[Collected data]
=== Section Start ===

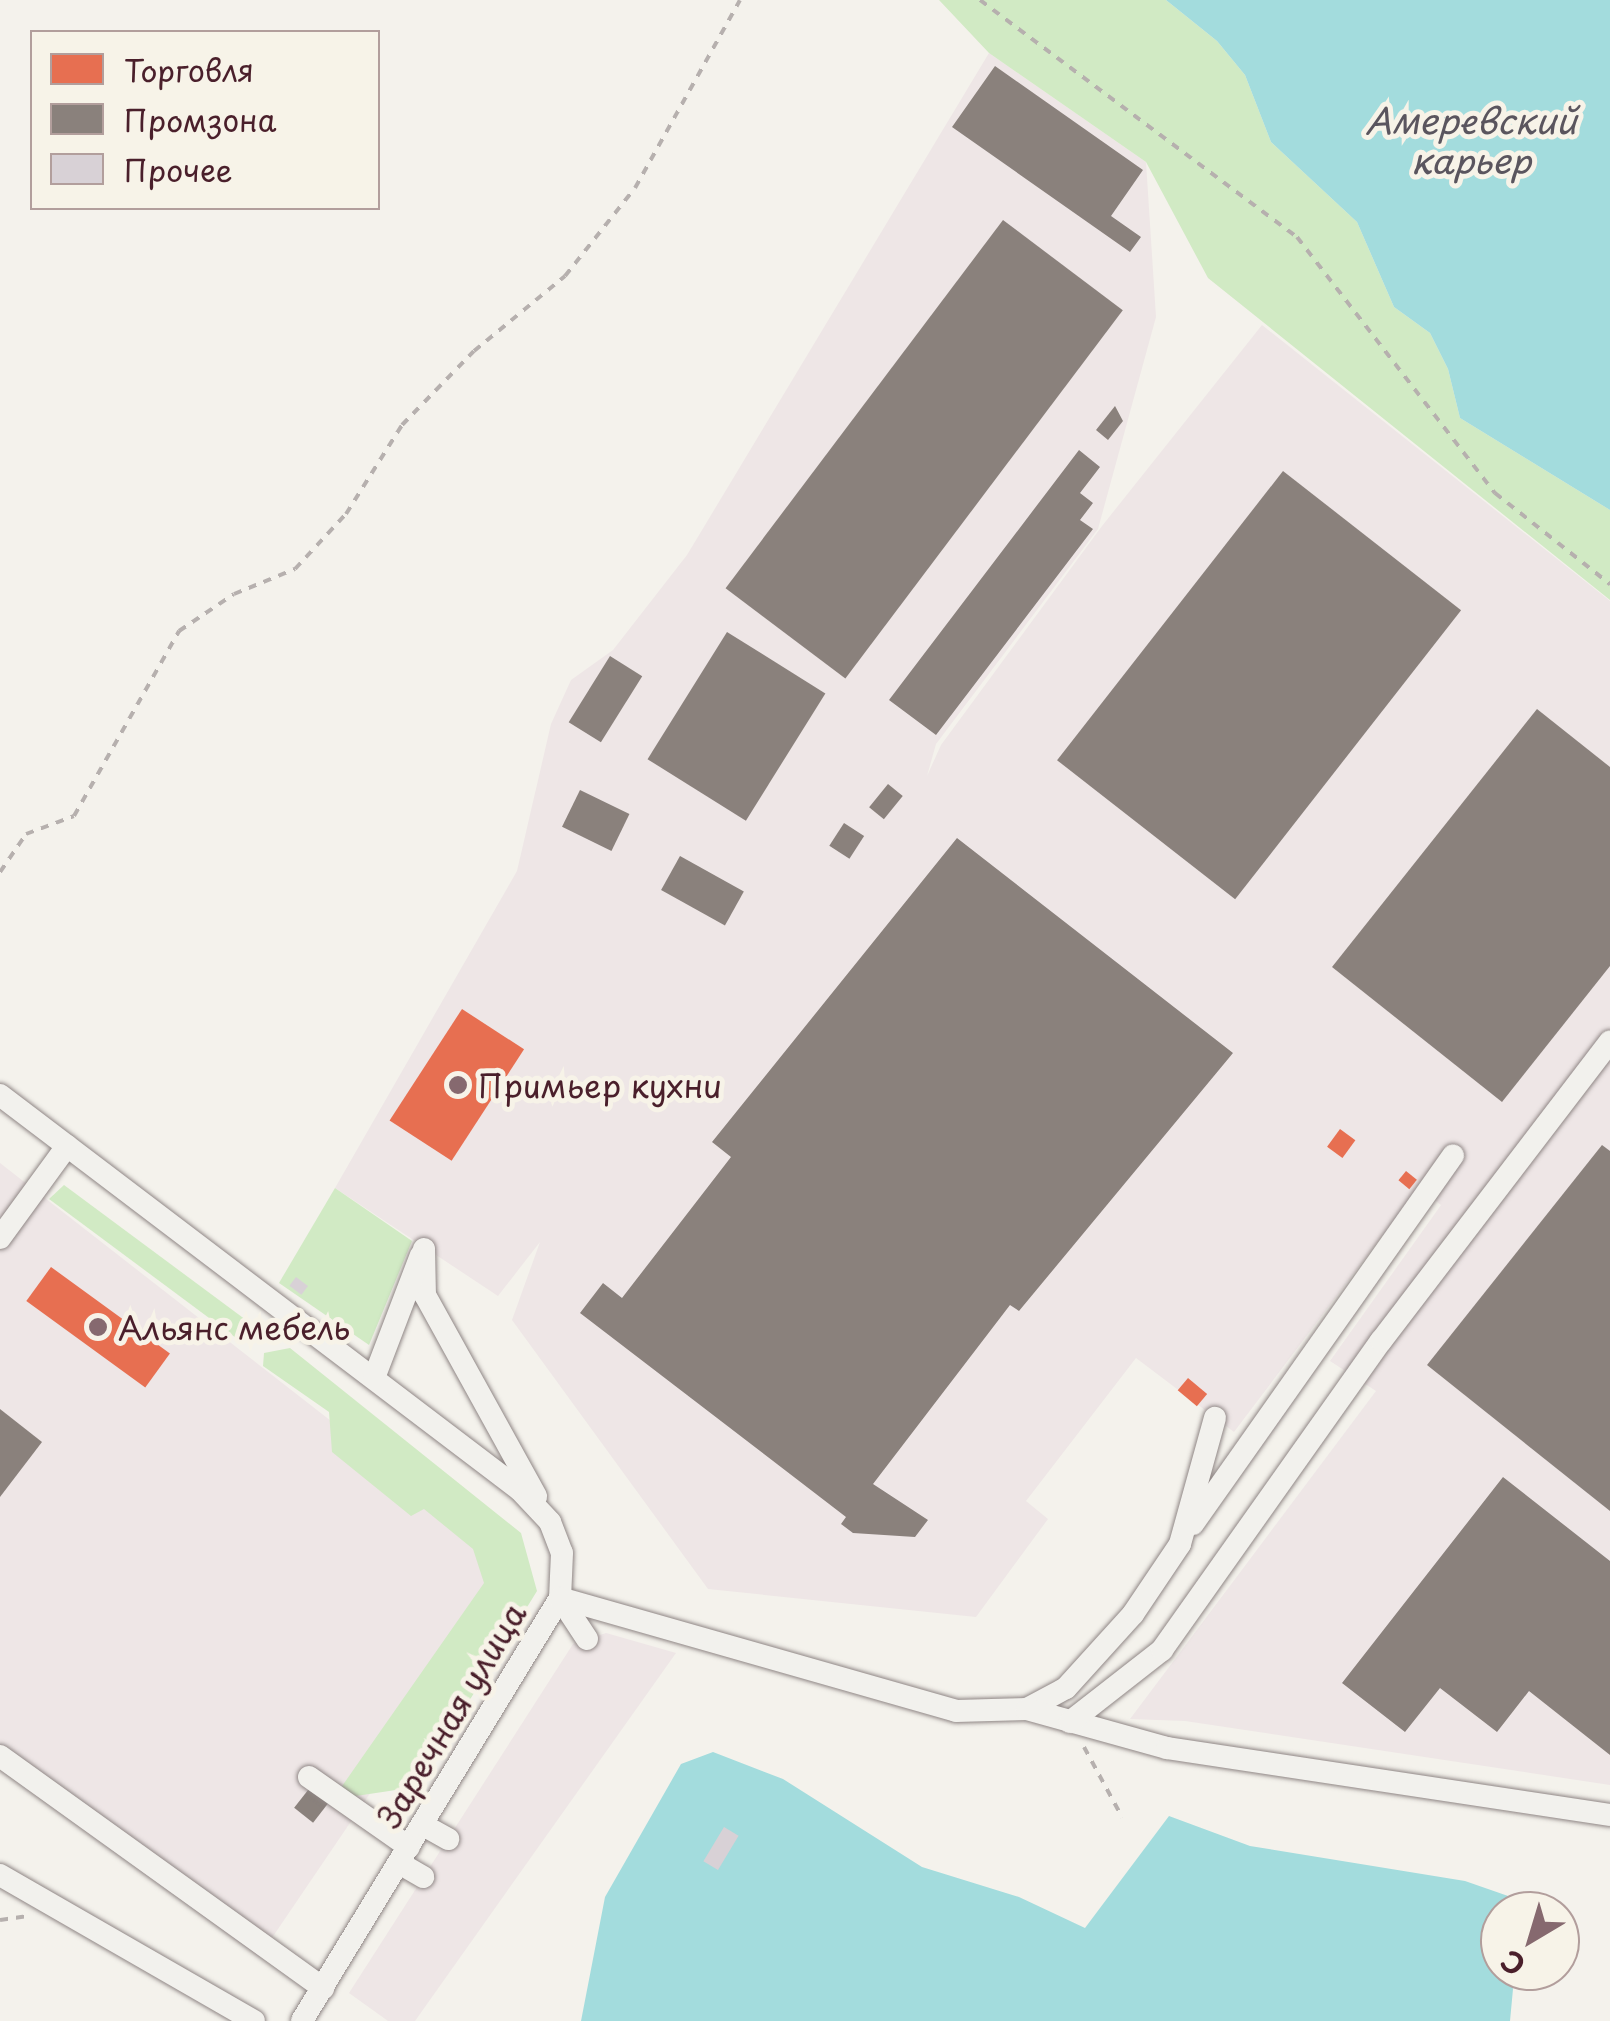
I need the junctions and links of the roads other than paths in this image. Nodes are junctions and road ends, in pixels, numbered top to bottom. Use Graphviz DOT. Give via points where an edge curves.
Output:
graph roads {
  1 [pos="1607,1051"];
  2 [pos="0,1095"];
  3 [pos="67,1146"];
  4 [pos="1452,1156"];
  5 [pos="0,1238"];
  6 [pos="374,1378"];
  7 [pos="1214,1418"];
  8 [pos="550,1522"];
  9 [pos="1180,1544"];
  10 [pos="560,1598"];
  11 [pos="587,1639"];
  12 [pos="1027,1710"];
  13 [pos="1070,1722"];
  14 [pos="0,1756"];
  15 [pos="309,1776"];
  16 [pos="1610,1815"];
  17 [pos="422,1825"];
  18 [pos="448,1840"];
  19 [pos="404,1854"];
  20 [pos="0,1876"];
  21 [pos="424,1878"];
  22 [pos="324,1988"];
  23 [pos="254,2021"];
  24 [pos="302,2021"];
  1 -- 13 [label="street" via="1381,1341 1162,1650"];
  2 -- 3 [label="street"];
  3 -- 5 [label="street"];
  3 -- 6 [label="street"];
  4 -- 9 [label="street"];
  6 -- 8 [label="street" via="520,1490"];
  6 -- 8 [label="street, Заречная улица" via="424,1249 424,1295"];
  7 -- 9 [label="street"];
  8 -- 10 [label="street, Заречная улица" via="562,1553"];
  9 -- 12 [label="street" via="1133,1614 1066,1688"];
  10 -- 11 [label="street"];
  10 -- 12 [label="street" via="956,1712"];
  10 -- 17 [label="street, Заречная улица"];
  12 -- 13 [label="street"];
  13 -- 16 [label="street" via="1168,1748"];
  14 -- 22 [label="street"];
  15 -- 19 [label="street"];
  17 -- 18 [label="street"];
  17 -- 19 [label="street, Заречная улица"];
  19 -- 21 [label="street"];
  19 -- 22 [label="street, Заречная улица"];
  20 -- 23 [label="street"];
  22 -- 24 [label="street, Заречная улица"];
}
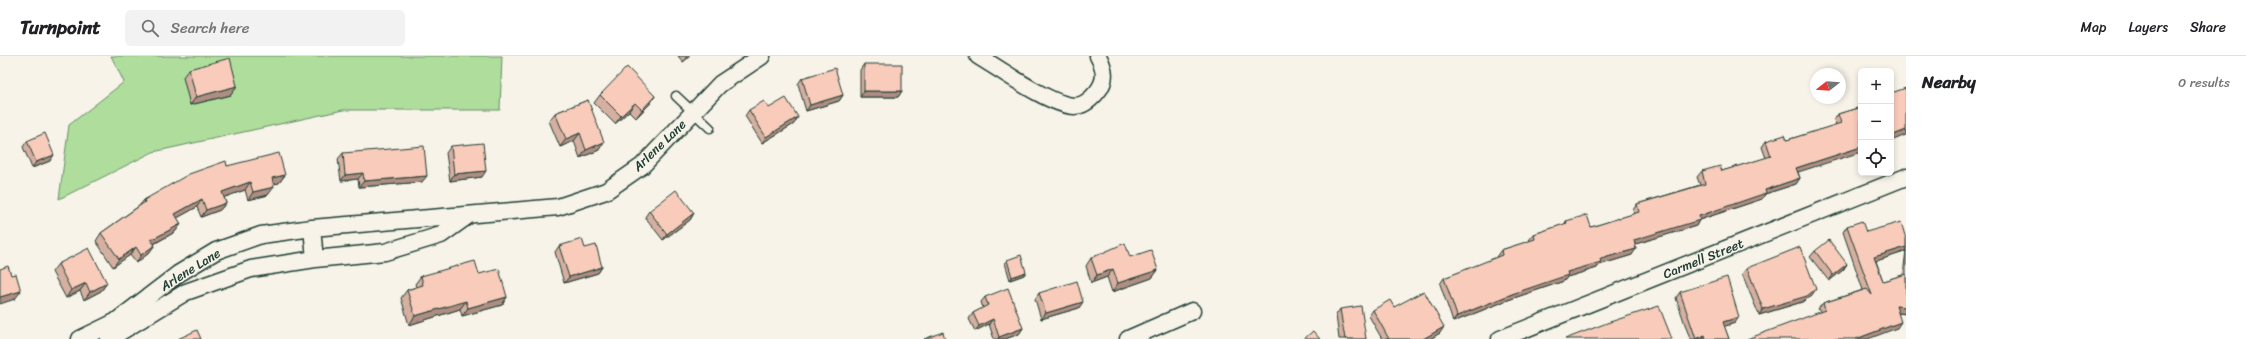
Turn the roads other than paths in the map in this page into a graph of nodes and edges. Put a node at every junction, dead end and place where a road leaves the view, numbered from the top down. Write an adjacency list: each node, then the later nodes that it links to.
1 (762, 56): 5 (street, Arlene Lane)
2 (978, 56): 3 (street)
3 (1098, 56)
4 (676, 96): 5 (lane)
5 (693, 112): 6 (lane); 8 (street, Arlene Lane)
6 (710, 128)
7 (1906, 176): 12 (street, Carmell Street)
8 (471, 214): 9 (street, Arlene Lane); 10 (street, Arlene Lane)
9 (312, 228): 10 (street); 13 (street, Arlene Lane)
10 (315, 259): 14 (street, Arlene Lane)
11 (1192, 311): 15 (street)
12 (1516, 335): 16 (street, Carmell Street)
13 (80, 339)
14 (109, 339)
15 (1128, 339)
16 (1500, 339)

=== Section End ===

_REQUIRED WORK_. Reproduce each line of the records above, exactly and without pictures.

_ANSWER TO THE EXERCISE_.
I need the junctions and links of the roads other than paths in this image. Nodes are junctions and road ends, in pixels, numbered top to bottom. Use Graphviz DOT. Give via points where an edge curves.
Output:
graph roads {
  1 [pos="1607,1051"];
  2 [pos="0,1095"];
  3 [pos="67,1146"];
  4 [pos="1452,1156"];
  5 [pos="0,1238"];
  6 [pos="374,1378"];
  7 [pos="1214,1418"];
  8 [pos="550,1522"];
  9 [pos="1180,1544"];
  10 [pos="560,1598"];
  11 [pos="587,1639"];
  12 [pos="1027,1710"];
  13 [pos="1070,1722"];
  14 [pos="0,1756"];
  15 [pos="309,1776"];
  16 [pos="1610,1815"];
  17 [pos="422,1825"];
  18 [pos="448,1840"];
  19 [pos="404,1854"];
  20 [pos="0,1876"];
  21 [pos="424,1878"];
  22 [pos="324,1988"];
  23 [pos="254,2021"];
  24 [pos="302,2021"];
  1 -- 13 [label="street" via="1381,1341 1162,1650"];
  2 -- 3 [label="street"];
  3 -- 5 [label="street"];
  3 -- 6 [label="street"];
  4 -- 9 [label="street"];
  6 -- 8 [label="street" via="520,1490"];
  6 -- 8 [label="street, Заречная улица" via="424,1249 424,1295"];
  7 -- 9 [label="street"];
  8 -- 10 [label="street, Заречная улица" via="562,1553"];
  9 -- 12 [label="street" via="1133,1614 1066,1688"];
  10 -- 11 [label="street"];
  10 -- 12 [label="street" via="956,1712"];
  10 -- 17 [label="street, Заречная улица"];
  12 -- 13 [label="street"];
  13 -- 16 [label="street" via="1168,1748"];
  14 -- 22 [label="street"];
  15 -- 19 [label="street"];
  17 -- 18 [label="street"];
  17 -- 19 [label="street, Заречная улица"];
  19 -- 21 [label="street"];
  19 -- 22 [label="street, Заречная улица"];
  20 -- 23 [label="street"];
  22 -- 24 [label="street, Заречная улица"];
}
Turn the roads other than paths in the map in this page into a graph of nodes and edges. Put a node at every junction, dead end and place where a road leaves the view, numbered from the top down. Write an adjacency list: each node, then the later nodes that it links to.
1 (762, 56): 5 (street, Arlene Lane)
2 (978, 56): 3 (street)
3 (1098, 56)
4 (676, 96): 5 (lane)
5 (693, 112): 6 (lane); 8 (street, Arlene Lane)
6 (710, 128)
7 (1906, 176): 12 (street, Carmell Street)
8 (471, 214): 9 (street, Arlene Lane); 10 (street, Arlene Lane)
9 (312, 228): 10 (street); 13 (street, Arlene Lane)
10 (315, 259): 14 (street, Arlene Lane)
11 (1192, 311): 15 (street)
12 (1516, 335): 16 (street, Carmell Street)
13 (80, 339)
14 (109, 339)
15 (1128, 339)
16 (1500, 339)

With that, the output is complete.